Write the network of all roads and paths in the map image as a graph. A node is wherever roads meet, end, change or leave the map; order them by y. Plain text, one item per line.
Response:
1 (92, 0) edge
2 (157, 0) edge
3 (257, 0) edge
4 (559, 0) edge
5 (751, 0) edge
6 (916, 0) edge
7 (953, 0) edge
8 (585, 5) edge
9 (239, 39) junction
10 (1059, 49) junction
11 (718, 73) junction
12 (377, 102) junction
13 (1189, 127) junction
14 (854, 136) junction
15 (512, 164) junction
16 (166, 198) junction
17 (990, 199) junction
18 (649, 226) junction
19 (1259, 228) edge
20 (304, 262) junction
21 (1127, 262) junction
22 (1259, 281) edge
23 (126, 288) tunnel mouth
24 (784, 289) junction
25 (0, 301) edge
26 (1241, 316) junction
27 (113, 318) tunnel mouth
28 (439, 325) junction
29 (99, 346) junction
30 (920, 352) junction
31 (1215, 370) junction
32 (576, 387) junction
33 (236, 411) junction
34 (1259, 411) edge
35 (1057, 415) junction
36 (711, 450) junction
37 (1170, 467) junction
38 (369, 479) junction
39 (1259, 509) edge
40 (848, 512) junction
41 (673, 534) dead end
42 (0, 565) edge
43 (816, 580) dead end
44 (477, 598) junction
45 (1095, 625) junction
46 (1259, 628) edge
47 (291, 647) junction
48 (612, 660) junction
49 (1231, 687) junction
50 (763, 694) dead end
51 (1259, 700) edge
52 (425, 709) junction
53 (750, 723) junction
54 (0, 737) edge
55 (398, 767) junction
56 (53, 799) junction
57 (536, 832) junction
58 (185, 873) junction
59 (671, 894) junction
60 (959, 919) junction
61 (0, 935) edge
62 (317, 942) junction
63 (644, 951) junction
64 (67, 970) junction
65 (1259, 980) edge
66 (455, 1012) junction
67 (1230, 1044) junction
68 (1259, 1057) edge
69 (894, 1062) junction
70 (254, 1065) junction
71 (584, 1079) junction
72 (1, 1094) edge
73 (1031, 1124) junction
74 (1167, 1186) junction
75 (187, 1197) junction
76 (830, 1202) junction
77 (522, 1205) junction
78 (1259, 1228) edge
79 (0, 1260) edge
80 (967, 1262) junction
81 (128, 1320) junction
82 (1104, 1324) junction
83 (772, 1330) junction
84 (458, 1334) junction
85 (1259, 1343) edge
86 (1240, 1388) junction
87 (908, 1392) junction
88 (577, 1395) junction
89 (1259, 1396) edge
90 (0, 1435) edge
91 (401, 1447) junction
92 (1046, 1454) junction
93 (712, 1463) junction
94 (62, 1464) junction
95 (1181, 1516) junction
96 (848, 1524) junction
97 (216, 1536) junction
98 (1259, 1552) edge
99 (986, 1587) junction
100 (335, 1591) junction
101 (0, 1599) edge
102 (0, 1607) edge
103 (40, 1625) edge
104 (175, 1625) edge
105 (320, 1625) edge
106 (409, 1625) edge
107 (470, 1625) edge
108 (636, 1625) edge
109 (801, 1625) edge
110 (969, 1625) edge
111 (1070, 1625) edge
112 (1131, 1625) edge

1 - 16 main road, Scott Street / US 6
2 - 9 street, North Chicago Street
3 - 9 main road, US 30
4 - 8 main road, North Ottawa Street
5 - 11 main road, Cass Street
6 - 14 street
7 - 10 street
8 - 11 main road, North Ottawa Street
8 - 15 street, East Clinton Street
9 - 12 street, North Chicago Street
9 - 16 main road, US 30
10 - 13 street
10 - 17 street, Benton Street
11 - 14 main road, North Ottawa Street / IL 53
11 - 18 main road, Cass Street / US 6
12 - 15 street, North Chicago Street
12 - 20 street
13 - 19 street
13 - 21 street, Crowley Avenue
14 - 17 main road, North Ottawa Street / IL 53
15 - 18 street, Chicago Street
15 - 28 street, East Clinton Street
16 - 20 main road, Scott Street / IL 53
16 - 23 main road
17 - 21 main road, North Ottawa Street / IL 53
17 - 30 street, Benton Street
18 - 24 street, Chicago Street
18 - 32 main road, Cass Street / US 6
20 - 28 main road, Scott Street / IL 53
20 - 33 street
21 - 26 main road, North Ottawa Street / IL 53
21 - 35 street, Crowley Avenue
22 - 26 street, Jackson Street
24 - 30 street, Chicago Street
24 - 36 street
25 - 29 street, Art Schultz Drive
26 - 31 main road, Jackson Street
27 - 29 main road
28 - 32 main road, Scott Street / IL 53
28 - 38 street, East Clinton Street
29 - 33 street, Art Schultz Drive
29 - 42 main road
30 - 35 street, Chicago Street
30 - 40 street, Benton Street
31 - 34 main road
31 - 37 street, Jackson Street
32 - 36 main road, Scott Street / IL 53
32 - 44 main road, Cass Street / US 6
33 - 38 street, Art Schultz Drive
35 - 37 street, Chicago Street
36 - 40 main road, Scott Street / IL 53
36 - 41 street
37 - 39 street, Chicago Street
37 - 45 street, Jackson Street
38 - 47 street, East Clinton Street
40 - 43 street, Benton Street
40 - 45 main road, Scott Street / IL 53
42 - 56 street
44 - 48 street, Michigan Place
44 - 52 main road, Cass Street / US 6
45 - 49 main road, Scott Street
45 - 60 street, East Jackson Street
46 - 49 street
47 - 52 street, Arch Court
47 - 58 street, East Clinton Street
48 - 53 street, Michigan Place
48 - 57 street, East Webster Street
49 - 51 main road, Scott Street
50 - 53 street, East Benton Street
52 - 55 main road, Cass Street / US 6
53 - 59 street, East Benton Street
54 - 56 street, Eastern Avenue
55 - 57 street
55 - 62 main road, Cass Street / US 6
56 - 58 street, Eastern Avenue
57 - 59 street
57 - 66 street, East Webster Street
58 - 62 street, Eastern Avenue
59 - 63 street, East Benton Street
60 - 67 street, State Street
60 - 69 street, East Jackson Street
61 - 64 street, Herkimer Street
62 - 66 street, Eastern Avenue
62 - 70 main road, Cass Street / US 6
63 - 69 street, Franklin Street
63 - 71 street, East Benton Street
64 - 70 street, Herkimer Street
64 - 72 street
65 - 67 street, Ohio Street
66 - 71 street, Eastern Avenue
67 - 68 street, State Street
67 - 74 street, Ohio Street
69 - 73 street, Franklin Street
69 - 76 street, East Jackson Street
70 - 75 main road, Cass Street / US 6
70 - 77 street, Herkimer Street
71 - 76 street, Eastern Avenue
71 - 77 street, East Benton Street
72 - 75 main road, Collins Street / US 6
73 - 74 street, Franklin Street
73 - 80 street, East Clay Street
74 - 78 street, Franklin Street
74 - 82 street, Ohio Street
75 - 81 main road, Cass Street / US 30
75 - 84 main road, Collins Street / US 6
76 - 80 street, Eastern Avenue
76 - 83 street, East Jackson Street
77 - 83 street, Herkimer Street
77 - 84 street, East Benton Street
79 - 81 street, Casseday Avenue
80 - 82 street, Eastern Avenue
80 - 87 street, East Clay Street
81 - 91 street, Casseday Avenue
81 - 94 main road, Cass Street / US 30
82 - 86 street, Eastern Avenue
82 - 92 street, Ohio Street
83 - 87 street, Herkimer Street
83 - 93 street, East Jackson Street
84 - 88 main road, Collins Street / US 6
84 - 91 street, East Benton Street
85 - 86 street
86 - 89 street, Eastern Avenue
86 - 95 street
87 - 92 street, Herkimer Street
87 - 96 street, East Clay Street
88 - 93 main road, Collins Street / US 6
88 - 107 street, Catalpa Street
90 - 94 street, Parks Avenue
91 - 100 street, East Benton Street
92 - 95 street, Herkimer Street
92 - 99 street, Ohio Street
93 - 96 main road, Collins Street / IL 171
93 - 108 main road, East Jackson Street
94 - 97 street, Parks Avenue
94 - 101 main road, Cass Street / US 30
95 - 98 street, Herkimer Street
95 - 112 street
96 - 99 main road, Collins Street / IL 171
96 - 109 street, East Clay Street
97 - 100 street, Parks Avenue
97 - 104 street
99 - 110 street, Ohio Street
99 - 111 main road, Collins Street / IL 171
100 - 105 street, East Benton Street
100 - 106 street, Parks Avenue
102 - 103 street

* * * * * * * * *

Show every line of the listing containing the string "North" by copying it.

2 - 9 street, North Chicago Street
4 - 8 main road, North Ottawa Street
8 - 11 main road, North Ottawa Street
9 - 12 street, North Chicago Street
11 - 14 main road, North Ottawa Street / IL 53
12 - 15 street, North Chicago Street
14 - 17 main road, North Ottawa Street / IL 53
17 - 21 main road, North Ottawa Street / IL 53
21 - 26 main road, North Ottawa Street / IL 53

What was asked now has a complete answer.